To compare the effects of chronic glibenclamide and metformin therapy on blood pressure (BP) and cardiovascular responsiveness in patients with NIDDM.


Fourteen patients with NIDDM received metformin or glibenclamide for 1 month in a double-blind, randomized crossover study. At the end of each treatment period, patients were tested for forearm vascular responsiveness to intrabrachial arterial infusion of diazoxide (an ATP-sensitive potassium channel opener), acetylcholine, sodium nitroprusside, and norepinephrine, BP responses to intravenous infusions of NE and angiotensin II, BP responses to cold pressor testing and isometric exercise, and 24-h ambulatory BP monitoring.


Metformin and glibenclamide produced similar glycemic control. Mean 24-h BPs did not differ between the two groups, but mean 24-h heart rates were significantly lower (75 ± 6 bpm vs. 80 ± 6 bpm) on glibenclamide therapy than on metformin. Plasma norepinephrine levels were significantly higher on glibenclamide (6.41 ± 1.77 vs. 4.26 ± 1.54 mmol/l, P < 0.01), and systolic BP responses to intravenous norepinephrine and angiotensin II were significantly higher on glibenclamide than on metformin (P < 0.02 and P < 0.05, respectively). Systolic BP responses to cold pressor testing appeared higher on glibenclamide than on metformin, but the difference did not quite achieve statistical significance (P = 0.052). Baseline forearm vascular resistance did not differ between the two drugs, nor did forearm vascular resistance responses to diazoxide, acetylcholine, sodium nitroprusside, and norepinephrine differ.

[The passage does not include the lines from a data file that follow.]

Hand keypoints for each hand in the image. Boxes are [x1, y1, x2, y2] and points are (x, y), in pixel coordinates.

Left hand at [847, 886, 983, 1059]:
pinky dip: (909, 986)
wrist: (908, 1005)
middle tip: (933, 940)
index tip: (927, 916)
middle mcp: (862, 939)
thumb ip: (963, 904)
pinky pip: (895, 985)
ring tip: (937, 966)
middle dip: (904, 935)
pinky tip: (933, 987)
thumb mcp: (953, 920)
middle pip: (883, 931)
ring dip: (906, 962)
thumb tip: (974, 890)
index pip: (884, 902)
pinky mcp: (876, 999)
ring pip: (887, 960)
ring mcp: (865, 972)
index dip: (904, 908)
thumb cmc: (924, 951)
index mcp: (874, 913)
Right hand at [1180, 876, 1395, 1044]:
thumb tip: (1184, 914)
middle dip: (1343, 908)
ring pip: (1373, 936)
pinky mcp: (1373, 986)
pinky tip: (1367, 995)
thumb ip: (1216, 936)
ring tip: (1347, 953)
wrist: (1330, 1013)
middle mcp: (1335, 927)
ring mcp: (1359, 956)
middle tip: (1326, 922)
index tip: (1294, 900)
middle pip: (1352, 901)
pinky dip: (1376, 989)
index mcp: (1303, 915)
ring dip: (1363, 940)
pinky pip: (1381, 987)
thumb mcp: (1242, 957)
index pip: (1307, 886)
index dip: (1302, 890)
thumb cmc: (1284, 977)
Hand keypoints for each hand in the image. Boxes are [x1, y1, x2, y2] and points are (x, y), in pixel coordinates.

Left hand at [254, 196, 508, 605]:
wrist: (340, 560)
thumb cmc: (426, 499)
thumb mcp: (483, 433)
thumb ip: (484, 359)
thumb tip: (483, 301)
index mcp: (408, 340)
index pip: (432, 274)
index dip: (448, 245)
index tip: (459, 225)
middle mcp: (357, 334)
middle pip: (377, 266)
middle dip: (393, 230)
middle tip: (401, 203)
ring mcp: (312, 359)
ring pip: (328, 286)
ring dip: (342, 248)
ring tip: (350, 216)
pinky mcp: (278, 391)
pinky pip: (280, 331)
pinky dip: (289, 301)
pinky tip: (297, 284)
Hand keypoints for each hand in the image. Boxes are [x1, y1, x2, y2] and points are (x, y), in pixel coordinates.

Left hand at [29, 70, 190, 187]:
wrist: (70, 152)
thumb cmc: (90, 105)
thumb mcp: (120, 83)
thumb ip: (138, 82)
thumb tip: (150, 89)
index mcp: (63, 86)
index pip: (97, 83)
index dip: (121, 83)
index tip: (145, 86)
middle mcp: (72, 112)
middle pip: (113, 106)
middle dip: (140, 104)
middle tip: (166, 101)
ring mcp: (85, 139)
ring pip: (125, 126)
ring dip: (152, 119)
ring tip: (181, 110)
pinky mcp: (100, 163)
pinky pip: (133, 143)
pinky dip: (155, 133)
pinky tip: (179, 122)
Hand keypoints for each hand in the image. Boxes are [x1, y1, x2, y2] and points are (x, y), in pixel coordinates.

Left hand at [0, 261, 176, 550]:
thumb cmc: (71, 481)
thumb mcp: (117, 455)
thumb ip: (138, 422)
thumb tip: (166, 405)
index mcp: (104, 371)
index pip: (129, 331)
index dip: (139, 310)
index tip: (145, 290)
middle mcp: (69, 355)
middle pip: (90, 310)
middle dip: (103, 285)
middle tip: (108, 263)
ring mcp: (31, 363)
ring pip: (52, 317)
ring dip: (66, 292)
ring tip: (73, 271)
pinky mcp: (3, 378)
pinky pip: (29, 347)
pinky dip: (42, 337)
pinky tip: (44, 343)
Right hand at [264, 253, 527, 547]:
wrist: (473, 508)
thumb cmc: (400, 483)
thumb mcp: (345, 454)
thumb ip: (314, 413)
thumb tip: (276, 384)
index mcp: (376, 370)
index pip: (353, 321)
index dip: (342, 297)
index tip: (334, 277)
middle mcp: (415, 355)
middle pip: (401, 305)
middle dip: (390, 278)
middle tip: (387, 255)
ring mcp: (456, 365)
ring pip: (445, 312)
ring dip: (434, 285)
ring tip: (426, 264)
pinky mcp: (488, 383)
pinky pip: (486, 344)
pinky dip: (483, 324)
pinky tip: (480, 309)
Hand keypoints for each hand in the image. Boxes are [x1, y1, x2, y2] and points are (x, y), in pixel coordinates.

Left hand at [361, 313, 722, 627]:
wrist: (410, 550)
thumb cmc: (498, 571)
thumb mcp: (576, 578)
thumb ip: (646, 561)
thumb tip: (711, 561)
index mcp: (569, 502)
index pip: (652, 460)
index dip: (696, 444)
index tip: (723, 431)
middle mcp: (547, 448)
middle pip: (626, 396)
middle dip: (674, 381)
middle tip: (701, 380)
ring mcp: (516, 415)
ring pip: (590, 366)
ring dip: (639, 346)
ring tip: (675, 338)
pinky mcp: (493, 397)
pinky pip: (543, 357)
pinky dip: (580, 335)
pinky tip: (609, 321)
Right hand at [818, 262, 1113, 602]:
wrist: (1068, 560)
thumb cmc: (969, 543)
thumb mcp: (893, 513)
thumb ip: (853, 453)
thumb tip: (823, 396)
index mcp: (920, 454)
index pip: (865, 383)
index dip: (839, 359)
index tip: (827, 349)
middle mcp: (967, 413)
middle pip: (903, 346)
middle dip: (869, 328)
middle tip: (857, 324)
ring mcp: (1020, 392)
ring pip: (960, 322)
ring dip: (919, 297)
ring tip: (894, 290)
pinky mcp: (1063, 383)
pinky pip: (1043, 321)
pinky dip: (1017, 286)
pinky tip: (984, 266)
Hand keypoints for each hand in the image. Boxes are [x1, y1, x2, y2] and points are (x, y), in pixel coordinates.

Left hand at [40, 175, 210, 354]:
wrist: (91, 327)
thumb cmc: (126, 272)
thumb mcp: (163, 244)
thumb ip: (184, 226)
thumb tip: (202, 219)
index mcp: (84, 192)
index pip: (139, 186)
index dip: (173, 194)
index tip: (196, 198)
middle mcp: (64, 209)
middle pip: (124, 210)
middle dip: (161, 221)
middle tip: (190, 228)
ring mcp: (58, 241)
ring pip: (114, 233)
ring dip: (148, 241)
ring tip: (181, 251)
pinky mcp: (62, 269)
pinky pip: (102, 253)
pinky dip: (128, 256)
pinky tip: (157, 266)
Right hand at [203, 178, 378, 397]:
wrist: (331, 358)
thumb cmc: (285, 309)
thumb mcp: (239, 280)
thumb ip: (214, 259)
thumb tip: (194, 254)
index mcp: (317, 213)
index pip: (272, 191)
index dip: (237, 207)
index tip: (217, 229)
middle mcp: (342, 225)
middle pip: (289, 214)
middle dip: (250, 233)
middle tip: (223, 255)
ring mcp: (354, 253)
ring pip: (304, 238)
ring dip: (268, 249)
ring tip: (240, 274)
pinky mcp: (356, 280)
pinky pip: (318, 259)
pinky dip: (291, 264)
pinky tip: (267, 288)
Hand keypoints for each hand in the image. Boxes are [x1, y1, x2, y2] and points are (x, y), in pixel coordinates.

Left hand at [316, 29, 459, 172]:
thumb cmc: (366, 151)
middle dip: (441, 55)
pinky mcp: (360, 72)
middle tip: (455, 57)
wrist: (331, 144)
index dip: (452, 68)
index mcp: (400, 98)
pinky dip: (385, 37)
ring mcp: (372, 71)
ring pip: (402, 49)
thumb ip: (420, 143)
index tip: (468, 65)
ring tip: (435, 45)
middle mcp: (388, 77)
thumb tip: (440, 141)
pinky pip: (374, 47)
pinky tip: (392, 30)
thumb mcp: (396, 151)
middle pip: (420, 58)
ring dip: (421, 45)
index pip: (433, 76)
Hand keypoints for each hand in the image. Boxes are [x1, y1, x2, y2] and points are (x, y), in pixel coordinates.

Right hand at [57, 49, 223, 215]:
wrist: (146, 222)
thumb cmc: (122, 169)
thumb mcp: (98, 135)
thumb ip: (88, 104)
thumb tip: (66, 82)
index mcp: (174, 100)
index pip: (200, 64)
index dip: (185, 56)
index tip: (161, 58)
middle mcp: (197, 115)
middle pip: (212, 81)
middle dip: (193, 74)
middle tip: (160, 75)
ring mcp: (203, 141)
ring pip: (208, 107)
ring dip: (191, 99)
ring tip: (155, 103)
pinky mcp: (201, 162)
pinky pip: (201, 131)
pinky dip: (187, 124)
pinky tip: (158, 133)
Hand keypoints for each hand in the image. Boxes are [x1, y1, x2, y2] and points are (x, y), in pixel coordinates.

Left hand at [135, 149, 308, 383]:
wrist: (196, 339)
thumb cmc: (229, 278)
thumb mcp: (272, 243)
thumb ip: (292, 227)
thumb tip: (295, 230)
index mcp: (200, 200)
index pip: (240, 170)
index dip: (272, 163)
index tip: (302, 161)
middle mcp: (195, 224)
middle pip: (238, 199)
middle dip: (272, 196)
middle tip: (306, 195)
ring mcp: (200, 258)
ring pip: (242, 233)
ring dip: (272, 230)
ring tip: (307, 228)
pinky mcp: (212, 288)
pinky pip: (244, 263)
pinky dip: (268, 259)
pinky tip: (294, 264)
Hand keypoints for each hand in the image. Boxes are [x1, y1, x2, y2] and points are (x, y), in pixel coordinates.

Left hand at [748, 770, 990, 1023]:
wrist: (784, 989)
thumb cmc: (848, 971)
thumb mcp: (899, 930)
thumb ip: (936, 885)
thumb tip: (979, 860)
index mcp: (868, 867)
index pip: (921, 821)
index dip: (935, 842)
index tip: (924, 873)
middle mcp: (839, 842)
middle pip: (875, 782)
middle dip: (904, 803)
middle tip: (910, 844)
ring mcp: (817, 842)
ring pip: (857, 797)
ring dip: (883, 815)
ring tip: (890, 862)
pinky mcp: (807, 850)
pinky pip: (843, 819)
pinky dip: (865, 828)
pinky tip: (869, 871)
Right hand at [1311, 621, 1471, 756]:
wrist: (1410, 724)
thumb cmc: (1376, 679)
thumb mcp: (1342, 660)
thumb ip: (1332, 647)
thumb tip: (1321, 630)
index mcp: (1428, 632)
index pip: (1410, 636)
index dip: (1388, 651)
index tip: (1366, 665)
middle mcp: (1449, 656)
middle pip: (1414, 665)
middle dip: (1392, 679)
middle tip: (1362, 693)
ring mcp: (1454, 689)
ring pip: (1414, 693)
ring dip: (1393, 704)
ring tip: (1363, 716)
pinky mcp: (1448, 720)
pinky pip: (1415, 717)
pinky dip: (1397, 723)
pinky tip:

Glibenclamide therapy is accompanied by greater systolic BP responses to norepinephrine and angiotensin II and higher plasma norepinephrine levels than those that occur on metformin therapy. Lower heart rates on glibenclamide therapy despite evidence of greater sympathetic activity suggests that glibenclamide may have negative chronotropic effects.